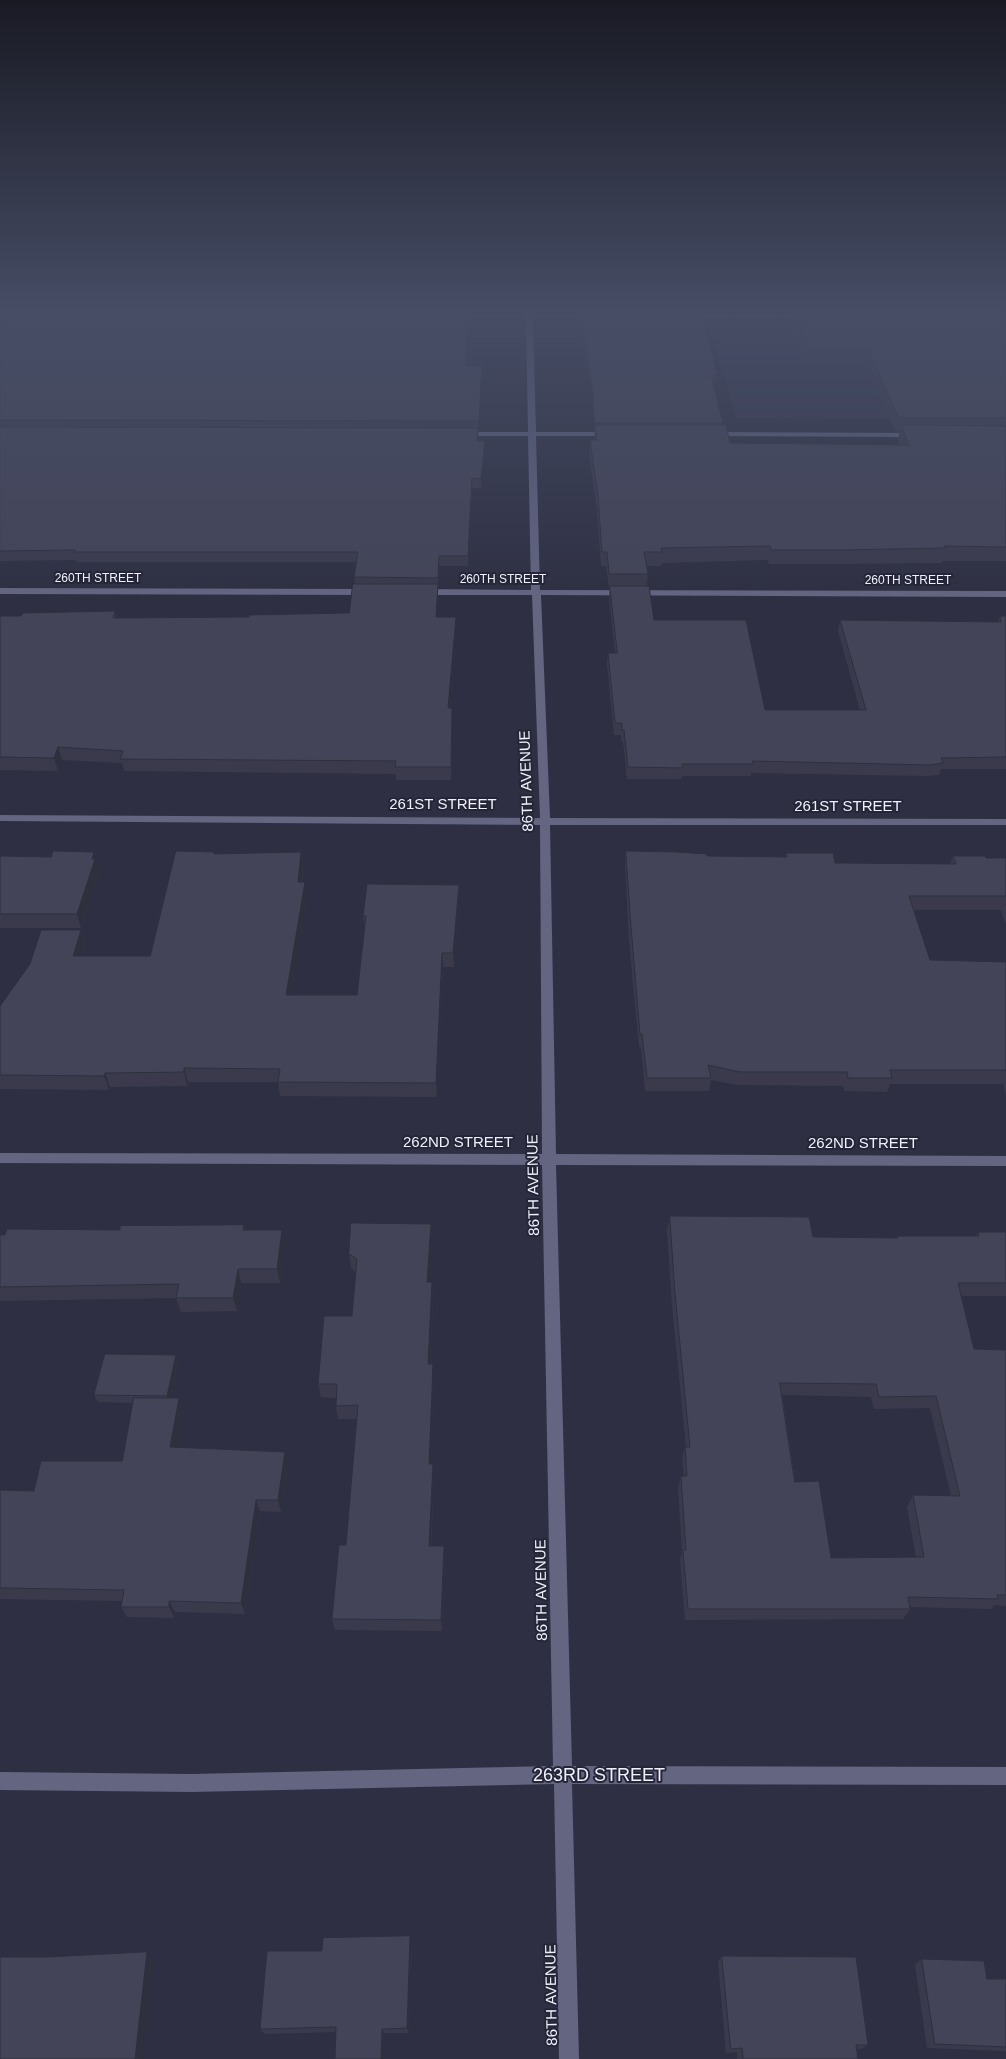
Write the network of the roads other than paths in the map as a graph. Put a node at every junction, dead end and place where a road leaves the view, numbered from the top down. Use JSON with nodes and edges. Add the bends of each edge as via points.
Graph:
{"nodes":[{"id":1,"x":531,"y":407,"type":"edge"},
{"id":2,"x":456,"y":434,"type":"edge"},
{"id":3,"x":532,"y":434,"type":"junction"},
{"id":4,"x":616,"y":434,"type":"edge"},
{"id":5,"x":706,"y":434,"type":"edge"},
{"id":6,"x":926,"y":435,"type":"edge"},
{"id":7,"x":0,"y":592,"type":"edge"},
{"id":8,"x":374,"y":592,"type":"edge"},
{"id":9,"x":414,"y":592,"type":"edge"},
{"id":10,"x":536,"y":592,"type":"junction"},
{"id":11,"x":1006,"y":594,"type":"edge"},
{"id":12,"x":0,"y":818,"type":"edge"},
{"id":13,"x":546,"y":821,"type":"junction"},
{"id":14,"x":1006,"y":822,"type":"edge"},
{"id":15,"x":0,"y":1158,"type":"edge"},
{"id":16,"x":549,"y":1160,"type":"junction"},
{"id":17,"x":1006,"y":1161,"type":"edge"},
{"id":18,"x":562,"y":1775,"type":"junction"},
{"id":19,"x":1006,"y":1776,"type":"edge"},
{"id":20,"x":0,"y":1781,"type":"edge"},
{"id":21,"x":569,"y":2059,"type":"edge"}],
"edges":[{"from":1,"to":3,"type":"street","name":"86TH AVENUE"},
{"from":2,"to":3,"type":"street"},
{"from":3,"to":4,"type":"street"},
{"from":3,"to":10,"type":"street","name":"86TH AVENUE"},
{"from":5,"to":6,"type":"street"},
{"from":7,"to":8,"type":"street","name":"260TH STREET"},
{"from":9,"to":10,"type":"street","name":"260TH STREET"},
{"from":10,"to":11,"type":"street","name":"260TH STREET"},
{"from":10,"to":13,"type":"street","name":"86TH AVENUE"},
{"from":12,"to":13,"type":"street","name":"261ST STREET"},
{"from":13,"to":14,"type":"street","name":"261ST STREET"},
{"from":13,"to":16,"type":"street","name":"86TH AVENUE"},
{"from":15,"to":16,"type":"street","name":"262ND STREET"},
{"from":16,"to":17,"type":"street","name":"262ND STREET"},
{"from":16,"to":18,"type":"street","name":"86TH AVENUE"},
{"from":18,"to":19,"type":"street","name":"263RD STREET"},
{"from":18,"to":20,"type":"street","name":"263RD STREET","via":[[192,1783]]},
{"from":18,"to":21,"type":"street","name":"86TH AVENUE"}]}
---
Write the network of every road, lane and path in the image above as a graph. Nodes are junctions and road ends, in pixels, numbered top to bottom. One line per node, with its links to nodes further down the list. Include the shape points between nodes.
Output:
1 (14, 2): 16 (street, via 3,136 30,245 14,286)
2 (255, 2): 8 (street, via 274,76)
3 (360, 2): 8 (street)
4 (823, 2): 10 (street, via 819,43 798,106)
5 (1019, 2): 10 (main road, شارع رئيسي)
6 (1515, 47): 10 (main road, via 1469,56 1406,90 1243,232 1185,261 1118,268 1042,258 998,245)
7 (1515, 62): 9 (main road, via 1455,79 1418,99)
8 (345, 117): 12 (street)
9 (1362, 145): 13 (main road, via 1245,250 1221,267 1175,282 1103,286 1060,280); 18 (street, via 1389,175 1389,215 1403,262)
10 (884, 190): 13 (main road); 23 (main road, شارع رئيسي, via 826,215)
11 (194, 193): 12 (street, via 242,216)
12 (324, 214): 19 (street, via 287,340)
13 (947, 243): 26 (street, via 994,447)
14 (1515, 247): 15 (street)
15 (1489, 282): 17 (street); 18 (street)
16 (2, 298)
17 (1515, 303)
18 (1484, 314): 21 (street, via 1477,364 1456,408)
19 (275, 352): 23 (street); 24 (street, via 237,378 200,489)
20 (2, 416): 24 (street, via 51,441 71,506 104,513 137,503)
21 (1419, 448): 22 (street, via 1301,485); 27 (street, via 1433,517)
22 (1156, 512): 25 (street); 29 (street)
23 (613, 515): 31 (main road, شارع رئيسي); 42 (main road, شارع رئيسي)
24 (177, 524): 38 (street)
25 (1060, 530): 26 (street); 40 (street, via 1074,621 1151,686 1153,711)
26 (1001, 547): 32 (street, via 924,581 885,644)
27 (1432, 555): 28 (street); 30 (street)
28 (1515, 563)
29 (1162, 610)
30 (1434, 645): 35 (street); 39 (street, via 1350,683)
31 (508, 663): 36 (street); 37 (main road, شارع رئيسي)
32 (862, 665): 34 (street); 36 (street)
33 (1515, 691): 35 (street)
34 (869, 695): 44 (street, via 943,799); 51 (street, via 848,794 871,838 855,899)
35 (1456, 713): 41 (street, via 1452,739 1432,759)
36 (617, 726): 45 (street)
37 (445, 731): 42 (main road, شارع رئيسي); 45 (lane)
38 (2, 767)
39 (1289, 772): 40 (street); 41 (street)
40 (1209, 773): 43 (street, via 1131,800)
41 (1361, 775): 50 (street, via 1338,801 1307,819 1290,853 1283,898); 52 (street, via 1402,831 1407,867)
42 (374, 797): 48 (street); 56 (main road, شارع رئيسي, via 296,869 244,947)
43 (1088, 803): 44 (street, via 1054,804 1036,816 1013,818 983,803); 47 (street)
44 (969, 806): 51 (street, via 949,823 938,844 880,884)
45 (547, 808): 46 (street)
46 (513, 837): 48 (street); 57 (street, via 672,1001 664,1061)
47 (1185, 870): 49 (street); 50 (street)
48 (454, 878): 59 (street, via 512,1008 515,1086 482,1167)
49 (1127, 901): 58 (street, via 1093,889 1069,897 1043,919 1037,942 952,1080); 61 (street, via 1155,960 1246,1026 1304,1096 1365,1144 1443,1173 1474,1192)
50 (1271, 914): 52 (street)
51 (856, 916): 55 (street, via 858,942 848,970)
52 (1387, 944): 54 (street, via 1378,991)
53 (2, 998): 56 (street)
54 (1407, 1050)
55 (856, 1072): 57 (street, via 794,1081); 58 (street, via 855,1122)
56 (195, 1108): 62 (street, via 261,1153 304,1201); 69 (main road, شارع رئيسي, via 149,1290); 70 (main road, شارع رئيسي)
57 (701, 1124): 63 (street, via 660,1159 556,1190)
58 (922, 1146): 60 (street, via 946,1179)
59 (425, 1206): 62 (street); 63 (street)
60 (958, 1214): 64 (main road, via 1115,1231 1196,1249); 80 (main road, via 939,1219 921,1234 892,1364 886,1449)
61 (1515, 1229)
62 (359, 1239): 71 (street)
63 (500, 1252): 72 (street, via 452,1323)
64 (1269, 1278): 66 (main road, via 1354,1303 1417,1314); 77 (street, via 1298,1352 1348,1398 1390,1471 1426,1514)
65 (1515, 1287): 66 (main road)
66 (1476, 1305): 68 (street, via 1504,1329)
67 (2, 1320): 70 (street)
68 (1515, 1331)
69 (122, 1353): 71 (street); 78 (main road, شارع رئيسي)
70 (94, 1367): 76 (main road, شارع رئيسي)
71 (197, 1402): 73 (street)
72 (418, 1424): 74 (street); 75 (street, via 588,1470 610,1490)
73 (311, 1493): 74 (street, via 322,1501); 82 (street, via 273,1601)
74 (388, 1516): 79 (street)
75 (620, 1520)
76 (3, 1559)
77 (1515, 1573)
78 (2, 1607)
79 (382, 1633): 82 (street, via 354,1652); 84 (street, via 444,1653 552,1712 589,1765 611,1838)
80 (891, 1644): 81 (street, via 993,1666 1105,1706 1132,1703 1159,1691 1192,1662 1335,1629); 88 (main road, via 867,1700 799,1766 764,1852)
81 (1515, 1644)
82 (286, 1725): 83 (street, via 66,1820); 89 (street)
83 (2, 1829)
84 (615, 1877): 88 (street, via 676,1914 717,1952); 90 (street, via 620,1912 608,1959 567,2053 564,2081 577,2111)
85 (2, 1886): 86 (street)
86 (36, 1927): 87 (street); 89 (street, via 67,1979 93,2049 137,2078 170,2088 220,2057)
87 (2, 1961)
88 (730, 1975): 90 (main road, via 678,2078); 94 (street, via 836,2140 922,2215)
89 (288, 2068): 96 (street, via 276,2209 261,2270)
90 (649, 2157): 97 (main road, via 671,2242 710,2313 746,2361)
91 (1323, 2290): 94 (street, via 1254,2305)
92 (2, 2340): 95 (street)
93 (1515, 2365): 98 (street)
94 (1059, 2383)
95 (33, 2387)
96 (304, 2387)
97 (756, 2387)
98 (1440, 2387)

Exercise: For each line of the data that includes the word "lane", return a copy of it.

Output of the task:
Write the network of every road, lane and path in the image above as a graph. Nodes are junctions and road ends, in pixels, numbered top to bottom. One line per node, with its links to nodes further down the list. Include the shape points between nodes.
37 (445, 731): 42 (main road, شارع رئيسي); 45 (lane)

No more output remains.